■ Task brief: From the material below, copy out each line with the word "Малая" in it.

== Input material ==

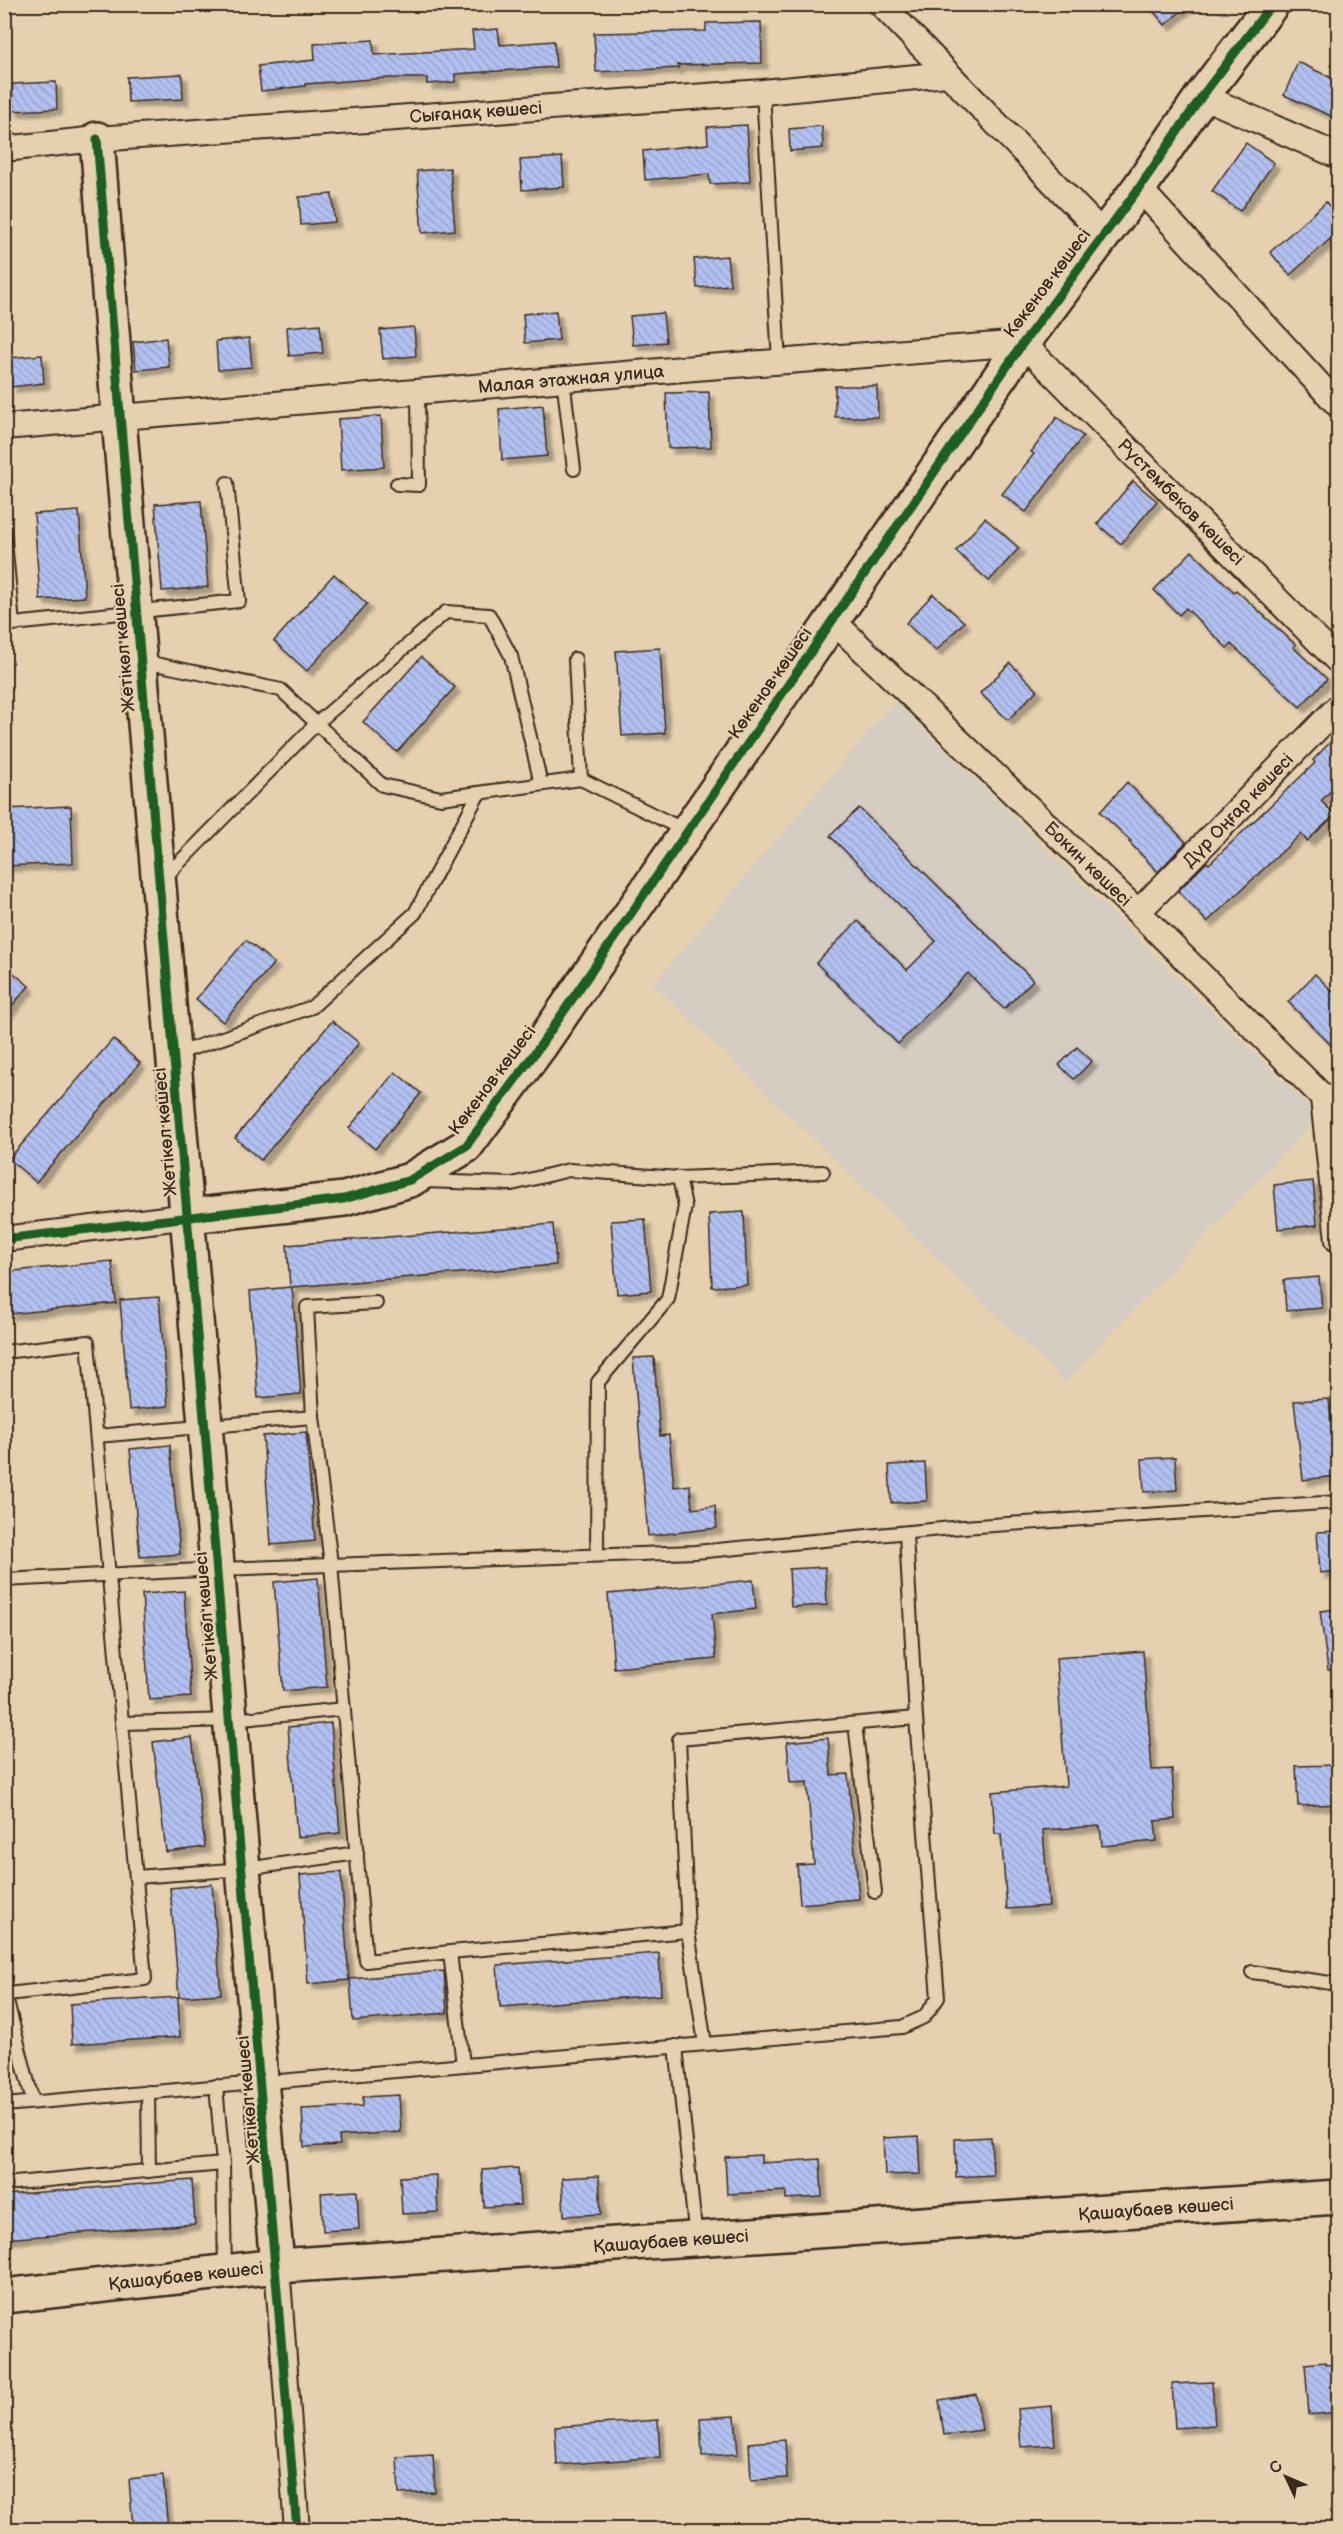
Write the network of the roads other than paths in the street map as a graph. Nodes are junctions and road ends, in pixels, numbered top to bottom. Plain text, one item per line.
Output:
1 (881, 4) edge
2 (1272, 4) edge
3 (947, 74) junction
4 (763, 92) junction
5 (1202, 96) junction
6 (98, 139) junction
7 (4, 149) edge
8 (1338, 156) edge
9 (1139, 188) junction
10 (1104, 234) junction
11 (1023, 343) junction
12 (779, 361) junction
13 (563, 379) junction
14 (418, 392) junction
15 (1338, 405) edge
16 (119, 419) junction
17 (4, 427) edge
18 (574, 468) dead end
19 (227, 483) dead end
20 (397, 484) dead end
21 (4, 531) edge
22 (136, 613) junction
23 (833, 621) junction
24 (575, 659) dead end
25 (140, 661) junction
26 (1338, 661) edge
27 (1338, 707) edge
28 (317, 723) junction
29 (581, 779) junction
30 (541, 784) junction
31 (480, 793) junction
32 (688, 832) junction
33 (160, 882) junction
34 (1138, 912) junction
35 (175, 1055) junction
36 (1331, 1105) edge
37 (823, 1172) dead end
38 (679, 1178) junction
39 (410, 1180) junction
40 (189, 1216) junction
41 (4, 1239) edge
42 (1338, 1240) edge
43 (376, 1303) dead end
44 (4, 1352) edge
45 (313, 1418) junction
46 (207, 1428) junction
47 (97, 1436) junction
48 (1338, 1502) edge
49 (906, 1534) junction
50 (597, 1555) junction
51 (331, 1564) junction
52 (219, 1569) junction
53 (109, 1575) junction
54 (4, 1580) edge
55 (344, 1709) junction
56 (916, 1718) junction
57 (232, 1720) junction
58 (123, 1723) junction
59 (855, 1724) junction
60 (357, 1853) junction
61 (245, 1869) junction
62 (136, 1877) junction
63 (875, 1892) dead end
64 (688, 1931) junction
65 (450, 1952) junction
66 (1252, 1972) dead end
67 (1338, 1984) edge
68 (6, 1992) edge
69 (705, 2044) junction
70 (676, 2046) junction
71 (463, 2065) junction
72 (263, 2081) junction
73 (216, 2086) junction
74 (148, 2092) junction
75 (33, 2102) junction
76 (4, 2105) edge
77 (223, 2164) junction
78 (149, 2171) junction
79 (4, 2184) edge
80 (1338, 2197) edge
81 (696, 2239) junction
82 (278, 2266) junction
83 (225, 2272) junction
84 (4, 2296) edge
85 (297, 2529) edge

1 - 3 street
2 - 5 street, Көкенов көшесі
3 - 4 street, Сығанақ көшесі
3 - 10 street
4 - 6 street, Сығанақ көшесі
4 - 12 lane
5 - 8 street
5 - 9 street, Көкенов көшесі
6 - 7 street, Сығанақ көшесі
6 - 16 street, Жетікөл көшесі
9 - 10 street, Көкенов көшесі
9 - 15 street
10 - 11 street, Көкенов көшесі
11 - 12 street, Малая этажная улица
11 - 23 street, Көкенов көшесі
11 - 26 street, Рүстембеков көшесі
12 - 13 street, Малая этажная улица
13 - 14 street, Малая этажная улица
13 - 18 lane
14 - 16 street, Малая этажная улица
14 - 20 lane
16 - 17 street, Малая этажная улица
16 - 22 street, Жетікөл көшесі
19 - 22 lane
21 - 22 lane
22 - 25 street, Жетікөл көшесі
23 - 32 street, Көкенов көшесі
23 - 34 street, Бокин көшесі
24 - 29 lane
25 - 28 lane
25 - 33 street, Жетікөл көшесі
27 - 34 street, Дүр Оңғар көшесі
28 - 30 lane
28 - 31 lane
28 - 33 lane
29 - 30 lane
29 - 32 lane
30 - 31 lane
31 - 35 lane
32 - 39 street, Көкенов көшесі
33 - 35 street, Жетікөл көшесі
34 - 36 street, Бокин көшесі
35 - 40 street, Жетікөл көшесі
36 - 42 street
37 - 38 lane
38 - 39 lane
38 - 50 lane
39 - 40 street, Көкенов көшесі
40 - 41 street
40 - 46 street, Жетікөл көшесі
43 - 45 lane
44 - 47 lane
45 - 46 lane
45 - 51 lane
46 - 47 lane
46 - 52 street, Жетікөл көшесі
47 - 53 lane
48 - 49 lane
49 - 50 lane
49 - 56 lane
50 - 51 lane
51 - 52 lane
51 - 55 lane
52 - 53 lane
52 - 57 street, Жетікөл көшесі
53 - 54 lane
53 - 58 lane
55 - 57 lane
55 - 60 lane
56 - 59 lane
56 - 69 lane
57 - 58 lane
57 - 61 street, Жетікөл көшесі
58 - 62 lane
59 - 63 lane
59 - 64 lane
60 - 61 lane
60 - 65 lane
61 - 62 lane
61 - 72 street, Жетікөл көшесі
62 - 68 lane
64 - 65 lane
64 - 69 lane
65 - 71 lane
66 - 67 lane
68 - 75 lane
69 - 70 lane
70 - 71 lane
70 - 81 lane
71 - 72 lane
72 - 73 lane
72 - 82 street, Жетікөл көшесі
73 - 74 lane
73 - 77 lane
74 - 75 lane
74 - 78 lane
75 - 76 lane
77 - 78 lane
77 - 83 lane
78 - 79 lane
80 - 81 street, Қашаубаев көшесі
81 - 82 street, Қашаубаев көшесі
82 - 83 street, Қашаубаев көшесі
82 - 85 street
83 - 84 street, Қашаубаев көшесі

===

■ Exercise output:
11 - 12 street, Малая этажная улица
12 - 13 street, Малая этажная улица
13 - 14 street, Малая этажная улица
14 - 16 street, Малая этажная улица
16 - 17 street, Малая этажная улица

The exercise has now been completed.